A government spat between Congress and the Transportation Safety Administration yesterday raised a question: Is the TSA trying to stonewall a congressional committee looking into reports suggesting the agency may be failing in its $7 billion-a-year mission to safeguard airports and air travel from terrorist threats?
At the start of Wednesday’s TSA: Are Airports Safe? hearing, House Oversight Committee Chairman Jason Chaffetz (R-UT ) immediately pointed out a glaring absence from the witness panel—the TSA.
Chaffetz said the committee had invited TSA acting administrator Melvin Carraway, but the agency offered a lower-level official in his place.
“The Department of Homeland Security objected to [Carraway’s] presence on the panel because they felt it was demeaning to have the acting director sit on the same panel as a private sector witness,” he said, referring to Raffi Fron, president of New Age Security Solutions, a company that provides security systems such as video surveillance.
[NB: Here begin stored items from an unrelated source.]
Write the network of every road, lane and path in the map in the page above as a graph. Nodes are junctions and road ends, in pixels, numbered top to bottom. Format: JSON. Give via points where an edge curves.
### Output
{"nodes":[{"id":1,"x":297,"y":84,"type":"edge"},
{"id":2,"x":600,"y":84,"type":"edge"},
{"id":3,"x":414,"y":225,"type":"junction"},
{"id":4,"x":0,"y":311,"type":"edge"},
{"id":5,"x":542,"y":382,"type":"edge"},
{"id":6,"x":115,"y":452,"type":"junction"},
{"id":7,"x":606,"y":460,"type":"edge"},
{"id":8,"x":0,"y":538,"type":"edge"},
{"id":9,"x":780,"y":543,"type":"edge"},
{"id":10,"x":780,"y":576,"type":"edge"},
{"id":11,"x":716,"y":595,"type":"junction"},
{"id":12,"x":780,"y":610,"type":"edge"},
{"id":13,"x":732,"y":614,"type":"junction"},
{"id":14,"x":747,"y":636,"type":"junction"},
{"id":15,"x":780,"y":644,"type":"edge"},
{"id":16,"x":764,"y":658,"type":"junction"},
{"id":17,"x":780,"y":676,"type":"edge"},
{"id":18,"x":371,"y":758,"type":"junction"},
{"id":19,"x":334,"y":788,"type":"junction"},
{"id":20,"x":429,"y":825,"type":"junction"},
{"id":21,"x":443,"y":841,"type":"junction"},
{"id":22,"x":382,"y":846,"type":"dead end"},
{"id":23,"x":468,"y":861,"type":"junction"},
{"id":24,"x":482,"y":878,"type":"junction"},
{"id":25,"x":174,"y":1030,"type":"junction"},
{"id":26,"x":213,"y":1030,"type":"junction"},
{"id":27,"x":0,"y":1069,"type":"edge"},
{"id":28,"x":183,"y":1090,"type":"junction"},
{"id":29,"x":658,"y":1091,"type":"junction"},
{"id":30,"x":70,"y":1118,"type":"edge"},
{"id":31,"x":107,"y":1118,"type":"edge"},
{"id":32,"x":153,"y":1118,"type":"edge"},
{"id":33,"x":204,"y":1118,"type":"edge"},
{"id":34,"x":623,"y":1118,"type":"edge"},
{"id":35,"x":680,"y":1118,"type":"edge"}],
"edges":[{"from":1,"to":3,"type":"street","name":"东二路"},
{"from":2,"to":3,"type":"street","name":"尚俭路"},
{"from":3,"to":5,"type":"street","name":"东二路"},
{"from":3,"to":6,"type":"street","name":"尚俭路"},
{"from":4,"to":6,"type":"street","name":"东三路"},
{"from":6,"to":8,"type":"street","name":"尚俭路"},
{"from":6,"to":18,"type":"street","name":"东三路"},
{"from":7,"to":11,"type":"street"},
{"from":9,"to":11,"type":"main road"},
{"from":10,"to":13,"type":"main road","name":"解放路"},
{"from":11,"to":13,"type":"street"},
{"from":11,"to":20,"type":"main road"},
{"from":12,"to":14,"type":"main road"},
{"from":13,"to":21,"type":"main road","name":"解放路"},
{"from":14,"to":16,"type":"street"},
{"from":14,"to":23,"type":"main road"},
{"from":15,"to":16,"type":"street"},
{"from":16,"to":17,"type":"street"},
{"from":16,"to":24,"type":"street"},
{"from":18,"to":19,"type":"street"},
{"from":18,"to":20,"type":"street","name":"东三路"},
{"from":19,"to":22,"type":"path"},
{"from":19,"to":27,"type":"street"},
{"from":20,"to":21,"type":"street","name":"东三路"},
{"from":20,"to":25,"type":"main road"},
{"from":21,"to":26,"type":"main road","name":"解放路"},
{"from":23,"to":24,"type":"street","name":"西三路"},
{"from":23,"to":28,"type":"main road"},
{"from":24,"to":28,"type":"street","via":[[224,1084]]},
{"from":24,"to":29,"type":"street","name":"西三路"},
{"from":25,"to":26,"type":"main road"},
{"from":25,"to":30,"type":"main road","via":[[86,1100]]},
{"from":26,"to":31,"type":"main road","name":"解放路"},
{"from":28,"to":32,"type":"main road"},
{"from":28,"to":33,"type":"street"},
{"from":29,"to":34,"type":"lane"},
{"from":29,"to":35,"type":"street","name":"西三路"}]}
The hearing was prompted by two separate but equally scathing watchdog reports that question the TSA’s ability to effectively screen passengers.
“Our audits have repeatedly found that human error— often a simple failure to follow protocol—poses significant vulnerabilities,” DHS’s IG John Roth said—adding that despite offering hundreds of recommendations the TSA has failed to assure that its mission is succeeding.
Related: Report Says TSA Wasted $1 Billion on Screening Program
DHS stood by its decision not to send its acting administrator. An agency official told The Fiscal Times that the department only participates in congressional hearing panels with other government agencies—not with private-sector witnesses in order to avoid conflicts of interest.
A spokesperson for the committee said that “witness invitations are not transferable” and that the “DHS does not dictate how we run our hearings.”
This isn’t the only roadblock the Oversight Committee has run into with the TSA. During the hearing, Chairman Chaffetz showed off a heavily redacted document he had requested from the agency—saying even members of Congress had “exceptional” difficulties getting information from them.
The committee spokesperson said House Oversight is currently looking into other ways the TSA has frustrated congressional inquiries—and what kinds of action can be taken.